There are two LifeCourse tools that will help you map relationships. The Reciprocal Roles Tool will help identify the roles people play in each other’s lives. The Mapping Relationships Tool helps identify the important people in your life and the different ways they provide support. These two tools can be used by anyone at any age to develop a plan on supporting a person as their needs change or the caregivers’ needs change. 

Caring About

  • Share Love, Affection, and Trust
    Trusted people that you may or may not spend a lot of time with but you care about and love each other. These are people such as immediate or extended family, close friends, significant others.

  • Spend Time and Create Memories Together
    Friends and acquaintances that you spend time with and are important to you. You have shared experiences and memories that bring you both joy and laughter.

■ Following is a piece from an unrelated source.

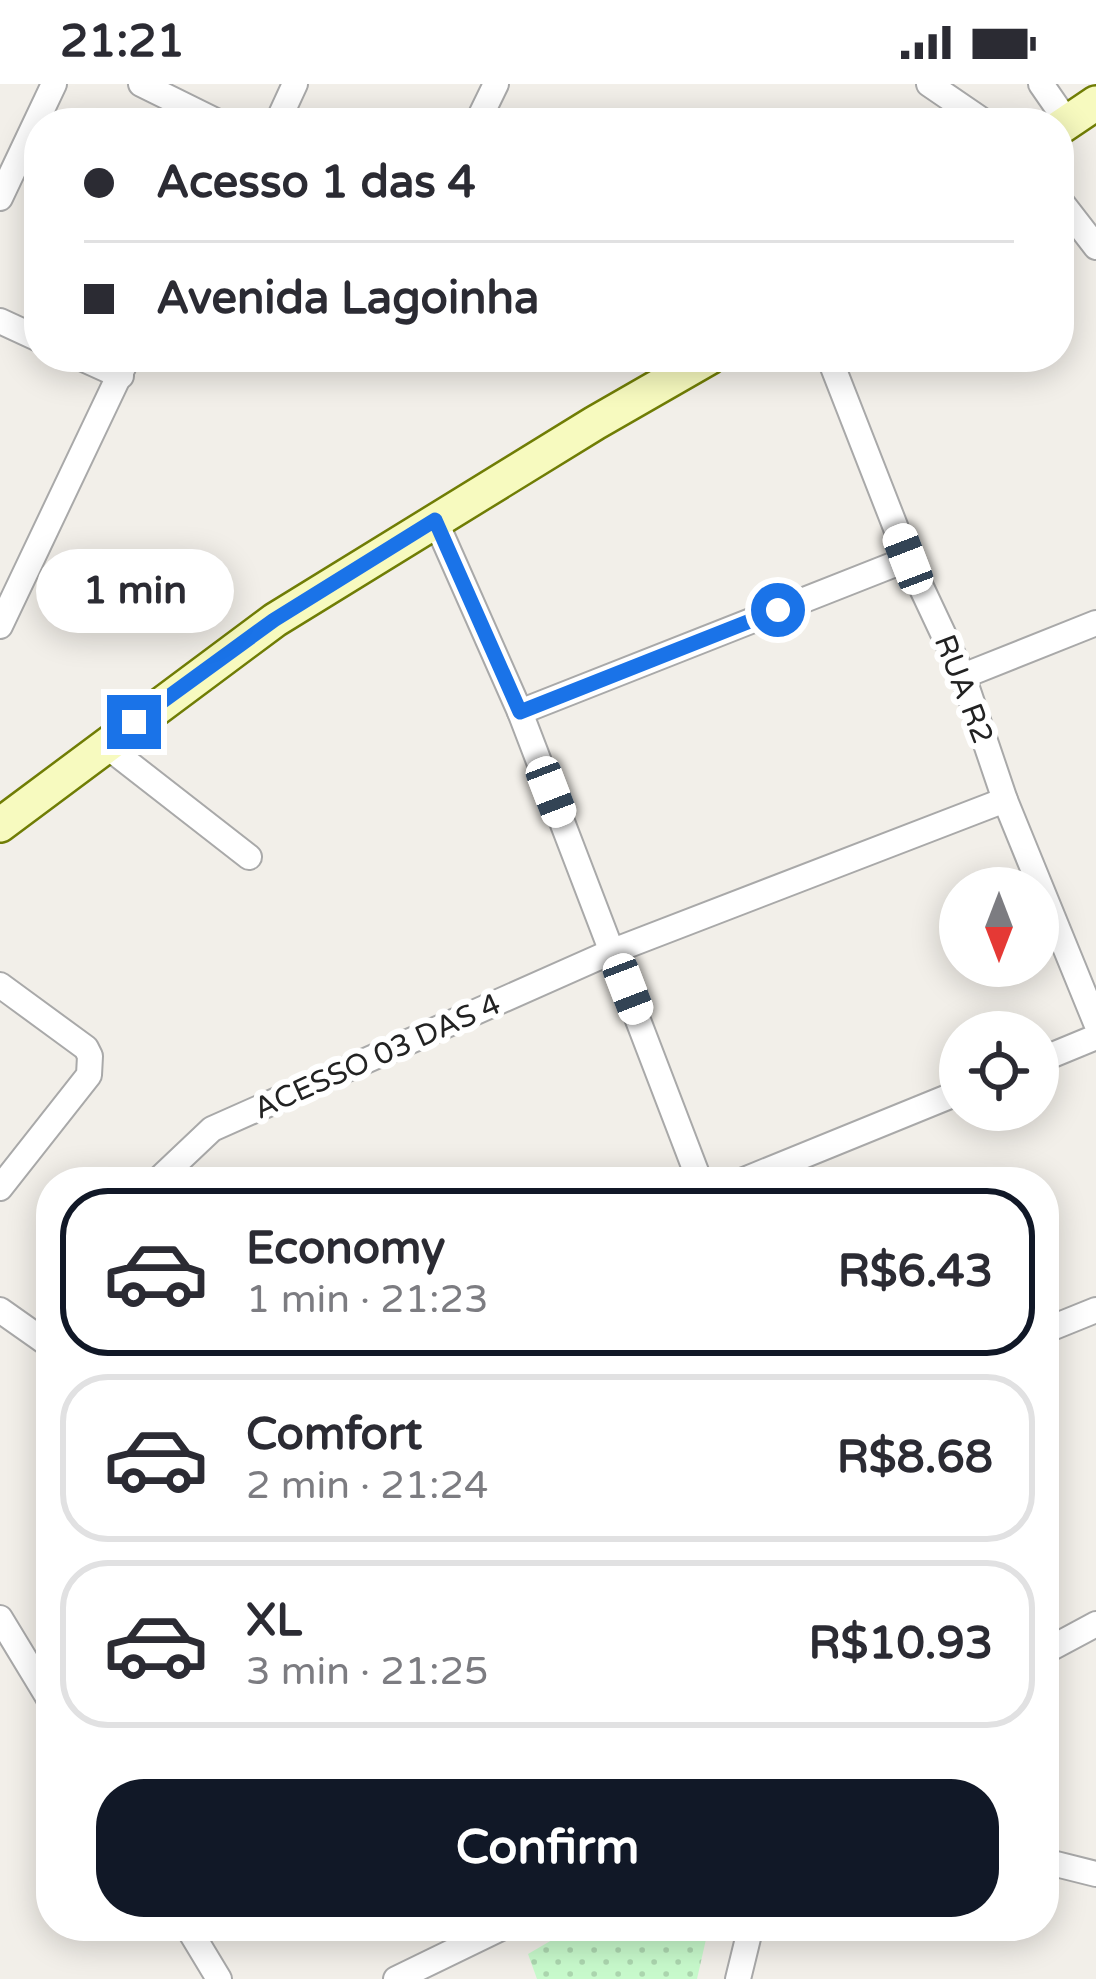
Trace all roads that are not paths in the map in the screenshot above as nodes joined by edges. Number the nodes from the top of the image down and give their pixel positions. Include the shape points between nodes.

  • Know About Personal Interests, Traditions, and Cultures
    People you trust to explain to others what is important to you. Such as what makes you happy or sad, who is important to you, and your likes and dislikes. They also know about your habits, important family culture, and celebrations.

Caring For

  • Supports Day-to-Day Needs
    People that provide or make sure your self-care needs and that you have support for your safety, health and quality of life. Such as helping with meals, dressing, medications and daily activities. This could be parents, family caregivers or paid staff.
  • Ensures Material and Financial Needs are Met
    People that help you manage such things as your finances, housing, healthcare, transportation or technology needs. Such as family member or someone in a formal role.
  • Connects to Meaningful Relationships and Roles
    People that help you stay connected or develop new friendships. They may help you find and participate in hobbies, recreational or spiritual activities. This could be friends, family, community members, clergy or paid staff.
  • Advocates and Supports Life Decisions
    People that help you understand, make and
    communicate your decisions. They will advocate
    for your needs and choices when you can’t. This could be trusted family, friends or others you chose. Sometimes this may be a legal representative. 

Our Tools

Below are the two tools to help identify the relationships and roles for your LifeCourse journey.

Mapping Relationships

The Mapping Relationships tool will help you identify the different people and ways that they support you. Some of the people in your life might fulfill a lot of different roles while others might have only one significant role. It can help you have conversations about the future and who may fill those roles when others are no longer able.

Reciprocal Roles

The Reciprocal Roles tool will help you identify the people in your life and ways they support you. It also helps you explore ways that you support other people and roles you play in their lives. It can identify gaps as well as the potential for building even stronger relationships.